··· SUPPLIED ENTRIES

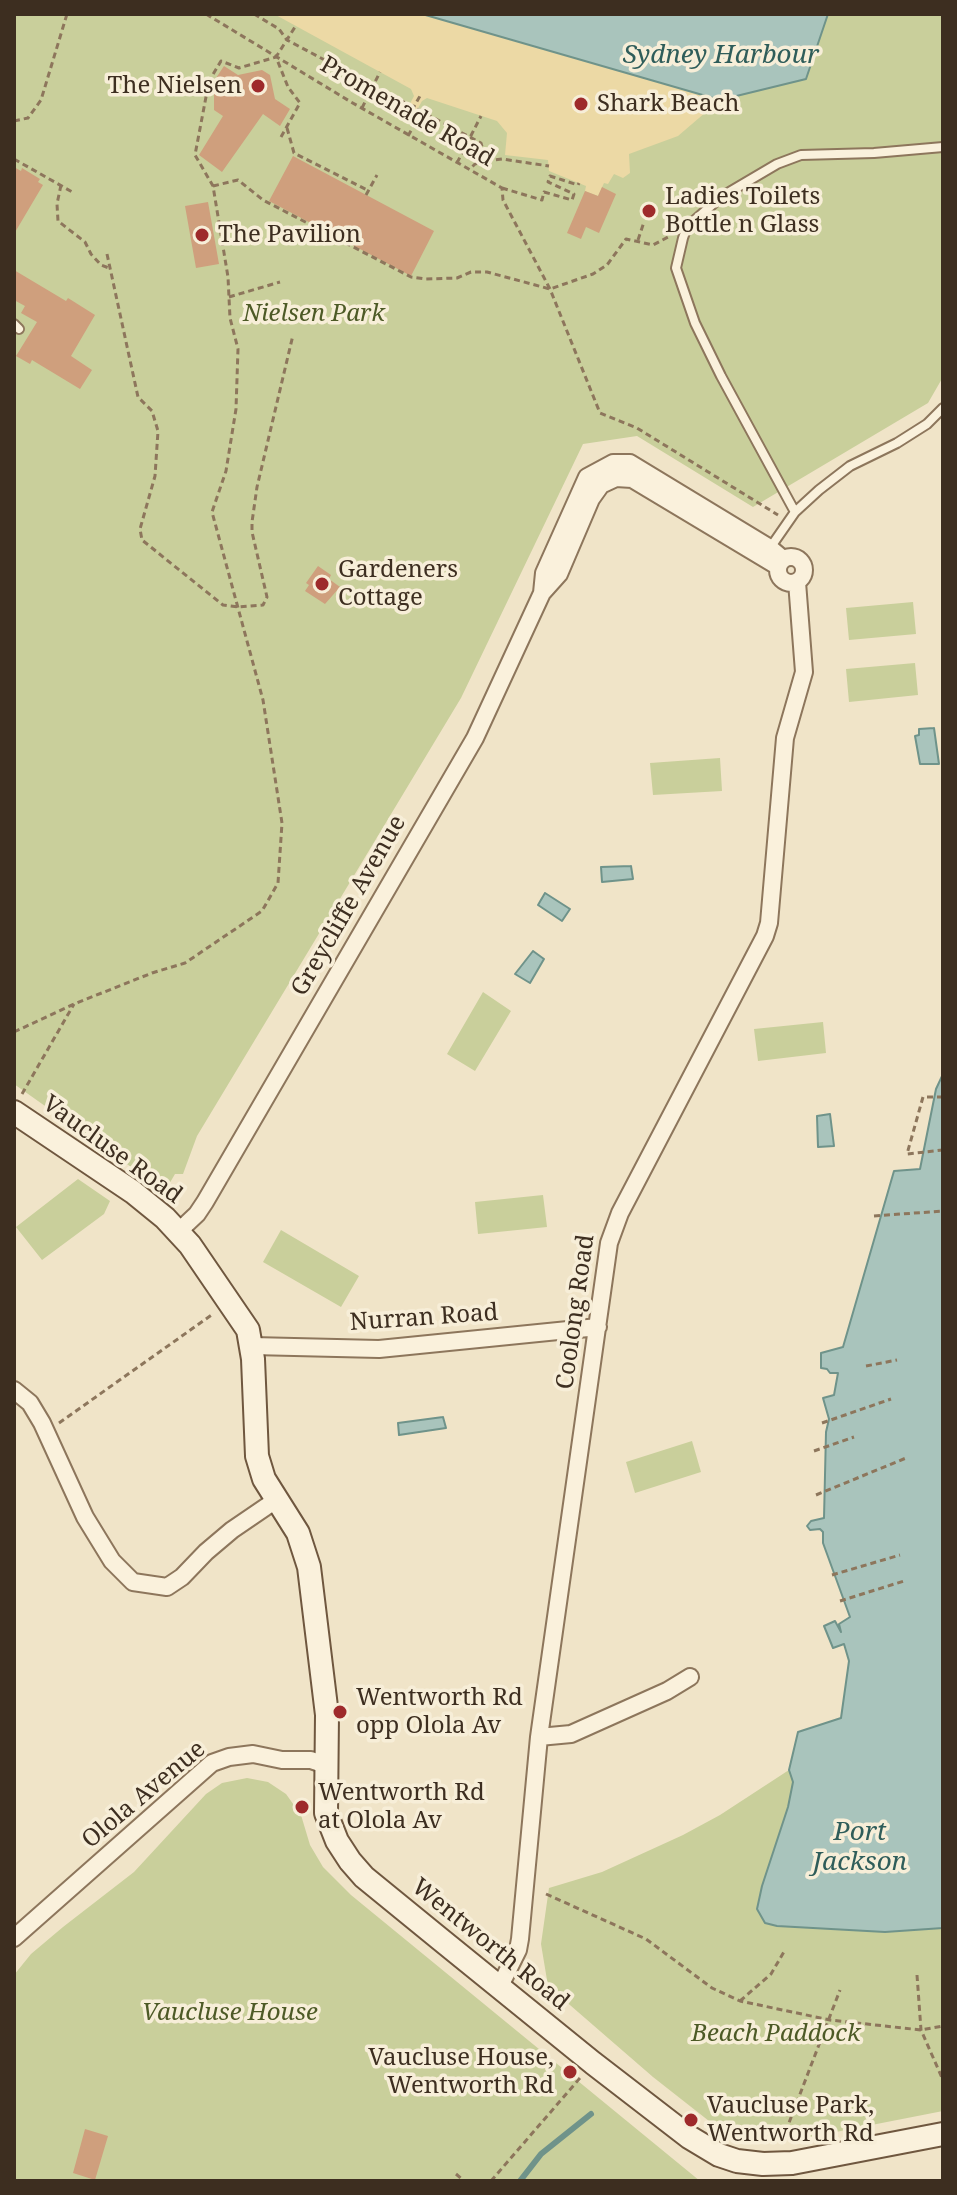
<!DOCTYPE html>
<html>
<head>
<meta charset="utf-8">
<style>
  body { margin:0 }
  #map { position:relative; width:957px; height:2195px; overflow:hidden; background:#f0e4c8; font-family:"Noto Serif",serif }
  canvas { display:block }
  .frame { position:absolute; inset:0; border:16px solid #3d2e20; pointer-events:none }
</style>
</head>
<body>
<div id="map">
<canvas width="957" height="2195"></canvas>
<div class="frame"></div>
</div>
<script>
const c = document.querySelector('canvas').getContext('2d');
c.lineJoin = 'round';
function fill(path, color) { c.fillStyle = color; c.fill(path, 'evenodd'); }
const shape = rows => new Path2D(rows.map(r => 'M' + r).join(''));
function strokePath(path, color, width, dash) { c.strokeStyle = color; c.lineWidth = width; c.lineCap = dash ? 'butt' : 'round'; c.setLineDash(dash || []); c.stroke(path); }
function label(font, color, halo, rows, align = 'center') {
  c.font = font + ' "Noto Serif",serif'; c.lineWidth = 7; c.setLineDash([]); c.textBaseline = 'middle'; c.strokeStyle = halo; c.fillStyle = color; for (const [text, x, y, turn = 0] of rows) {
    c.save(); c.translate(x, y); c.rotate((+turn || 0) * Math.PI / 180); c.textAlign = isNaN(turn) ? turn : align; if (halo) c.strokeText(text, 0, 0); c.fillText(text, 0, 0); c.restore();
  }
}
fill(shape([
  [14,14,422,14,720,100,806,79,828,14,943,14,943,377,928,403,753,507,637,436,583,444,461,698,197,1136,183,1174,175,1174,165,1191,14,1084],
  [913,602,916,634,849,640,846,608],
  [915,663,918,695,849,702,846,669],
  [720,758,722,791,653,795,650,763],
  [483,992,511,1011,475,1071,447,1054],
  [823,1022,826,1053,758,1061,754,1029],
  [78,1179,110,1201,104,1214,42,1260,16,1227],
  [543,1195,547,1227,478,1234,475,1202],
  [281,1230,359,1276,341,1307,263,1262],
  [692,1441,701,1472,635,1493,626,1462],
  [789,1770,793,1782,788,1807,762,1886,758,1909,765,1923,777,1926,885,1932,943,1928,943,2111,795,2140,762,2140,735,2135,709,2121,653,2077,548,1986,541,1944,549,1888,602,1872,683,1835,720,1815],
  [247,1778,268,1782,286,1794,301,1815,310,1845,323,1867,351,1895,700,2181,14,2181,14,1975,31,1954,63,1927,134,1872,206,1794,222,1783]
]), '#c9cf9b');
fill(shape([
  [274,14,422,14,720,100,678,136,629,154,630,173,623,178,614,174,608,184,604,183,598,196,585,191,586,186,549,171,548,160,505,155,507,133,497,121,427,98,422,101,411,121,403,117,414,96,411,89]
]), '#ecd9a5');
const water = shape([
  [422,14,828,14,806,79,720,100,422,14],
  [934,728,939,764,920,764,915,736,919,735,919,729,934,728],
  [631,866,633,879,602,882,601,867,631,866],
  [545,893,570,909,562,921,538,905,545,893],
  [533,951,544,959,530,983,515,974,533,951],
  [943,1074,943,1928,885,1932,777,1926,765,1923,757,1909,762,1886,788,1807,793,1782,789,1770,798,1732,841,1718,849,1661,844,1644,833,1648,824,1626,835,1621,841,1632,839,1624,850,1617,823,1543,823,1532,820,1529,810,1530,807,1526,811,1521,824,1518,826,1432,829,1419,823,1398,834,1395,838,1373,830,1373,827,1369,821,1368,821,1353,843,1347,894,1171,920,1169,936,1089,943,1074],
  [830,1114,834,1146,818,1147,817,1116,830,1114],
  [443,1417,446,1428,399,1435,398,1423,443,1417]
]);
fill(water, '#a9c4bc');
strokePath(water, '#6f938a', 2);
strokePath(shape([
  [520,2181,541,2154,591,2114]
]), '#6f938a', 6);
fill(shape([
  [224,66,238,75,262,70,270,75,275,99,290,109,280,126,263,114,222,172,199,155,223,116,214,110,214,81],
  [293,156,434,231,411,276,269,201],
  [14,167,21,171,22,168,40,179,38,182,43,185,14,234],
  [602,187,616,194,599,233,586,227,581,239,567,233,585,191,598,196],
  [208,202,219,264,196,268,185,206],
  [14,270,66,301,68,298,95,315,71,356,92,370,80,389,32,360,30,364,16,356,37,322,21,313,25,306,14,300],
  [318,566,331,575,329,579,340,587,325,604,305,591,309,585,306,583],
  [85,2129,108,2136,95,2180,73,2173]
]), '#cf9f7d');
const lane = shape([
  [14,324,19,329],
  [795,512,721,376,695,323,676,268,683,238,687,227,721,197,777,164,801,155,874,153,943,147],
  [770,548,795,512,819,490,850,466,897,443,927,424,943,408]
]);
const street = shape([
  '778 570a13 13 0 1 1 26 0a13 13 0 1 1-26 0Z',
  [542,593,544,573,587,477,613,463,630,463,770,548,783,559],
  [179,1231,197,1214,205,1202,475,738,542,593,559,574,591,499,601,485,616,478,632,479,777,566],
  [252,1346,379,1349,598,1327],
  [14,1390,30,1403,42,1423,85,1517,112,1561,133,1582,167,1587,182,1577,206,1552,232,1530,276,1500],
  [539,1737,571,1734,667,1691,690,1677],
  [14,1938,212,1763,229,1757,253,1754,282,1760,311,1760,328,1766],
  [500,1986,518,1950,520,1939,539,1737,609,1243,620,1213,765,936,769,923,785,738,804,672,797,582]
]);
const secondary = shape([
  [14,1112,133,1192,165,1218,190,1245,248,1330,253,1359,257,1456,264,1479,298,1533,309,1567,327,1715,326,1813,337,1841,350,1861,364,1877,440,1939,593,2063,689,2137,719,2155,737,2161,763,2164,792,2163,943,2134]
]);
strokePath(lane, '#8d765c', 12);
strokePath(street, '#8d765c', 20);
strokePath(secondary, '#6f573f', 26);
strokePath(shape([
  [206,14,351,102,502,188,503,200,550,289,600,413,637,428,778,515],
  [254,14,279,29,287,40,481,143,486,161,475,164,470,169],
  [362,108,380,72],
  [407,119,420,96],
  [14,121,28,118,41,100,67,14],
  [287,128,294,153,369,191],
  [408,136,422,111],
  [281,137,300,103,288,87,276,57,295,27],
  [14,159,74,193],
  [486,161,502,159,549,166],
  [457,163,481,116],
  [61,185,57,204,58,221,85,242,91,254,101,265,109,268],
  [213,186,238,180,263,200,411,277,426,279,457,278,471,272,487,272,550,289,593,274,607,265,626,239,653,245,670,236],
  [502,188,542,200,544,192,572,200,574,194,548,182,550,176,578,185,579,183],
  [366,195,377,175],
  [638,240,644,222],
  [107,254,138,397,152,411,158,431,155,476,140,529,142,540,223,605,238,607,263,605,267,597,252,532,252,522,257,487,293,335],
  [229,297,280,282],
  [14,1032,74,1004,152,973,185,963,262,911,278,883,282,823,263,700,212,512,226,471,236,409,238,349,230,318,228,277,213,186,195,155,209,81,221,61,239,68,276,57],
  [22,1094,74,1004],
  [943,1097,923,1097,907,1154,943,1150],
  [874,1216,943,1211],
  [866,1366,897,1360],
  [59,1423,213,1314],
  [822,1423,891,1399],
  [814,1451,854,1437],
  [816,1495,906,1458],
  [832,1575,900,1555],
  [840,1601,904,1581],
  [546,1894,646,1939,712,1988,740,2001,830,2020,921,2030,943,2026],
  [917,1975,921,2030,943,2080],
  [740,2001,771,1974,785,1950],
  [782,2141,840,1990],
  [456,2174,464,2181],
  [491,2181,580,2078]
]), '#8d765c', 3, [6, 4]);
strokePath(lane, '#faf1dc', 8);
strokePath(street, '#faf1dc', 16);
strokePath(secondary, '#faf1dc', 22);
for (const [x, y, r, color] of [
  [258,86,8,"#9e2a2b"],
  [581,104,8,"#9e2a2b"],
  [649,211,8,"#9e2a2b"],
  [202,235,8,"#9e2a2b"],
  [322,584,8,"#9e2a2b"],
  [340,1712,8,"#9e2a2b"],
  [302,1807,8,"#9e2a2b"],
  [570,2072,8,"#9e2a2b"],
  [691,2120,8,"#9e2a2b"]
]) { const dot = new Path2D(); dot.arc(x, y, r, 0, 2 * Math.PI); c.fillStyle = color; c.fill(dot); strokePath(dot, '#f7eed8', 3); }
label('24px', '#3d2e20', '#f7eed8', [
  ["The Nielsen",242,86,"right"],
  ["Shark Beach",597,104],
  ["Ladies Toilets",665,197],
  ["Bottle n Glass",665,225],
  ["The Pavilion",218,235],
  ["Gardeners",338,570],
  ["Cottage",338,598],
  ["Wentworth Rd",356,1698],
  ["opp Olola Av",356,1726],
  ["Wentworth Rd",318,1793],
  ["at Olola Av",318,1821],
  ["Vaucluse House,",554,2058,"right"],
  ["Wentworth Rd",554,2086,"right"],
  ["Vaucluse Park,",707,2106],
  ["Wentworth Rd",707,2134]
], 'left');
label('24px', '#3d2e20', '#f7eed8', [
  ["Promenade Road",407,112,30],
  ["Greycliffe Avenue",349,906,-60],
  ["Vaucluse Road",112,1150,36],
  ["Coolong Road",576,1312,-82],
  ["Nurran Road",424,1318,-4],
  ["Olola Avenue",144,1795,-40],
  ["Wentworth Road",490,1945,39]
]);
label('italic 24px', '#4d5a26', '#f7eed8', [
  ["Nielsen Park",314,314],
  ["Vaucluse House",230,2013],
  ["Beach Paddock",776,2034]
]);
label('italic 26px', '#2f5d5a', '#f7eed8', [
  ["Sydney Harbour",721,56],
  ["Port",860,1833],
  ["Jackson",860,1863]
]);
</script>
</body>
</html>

······

[WHAT IS EXPECTED]: Only the lines above that hold "rows" are wanted. Show every one of them.

[SOLUTION FOR THIS EXERCISE]:
const shape = rows => new Path2D(rows.map(r => 'M' + r).join(''));
function label(font, color, halo, rows, align = 'center') {
  c.font = font + ' "Noto Serif",serif'; c.lineWidth = 7; c.setLineDash([]); c.textBaseline = 'middle'; c.strokeStyle = halo; c.fillStyle = color; for (const [text, x, y, turn = 0] of rows) {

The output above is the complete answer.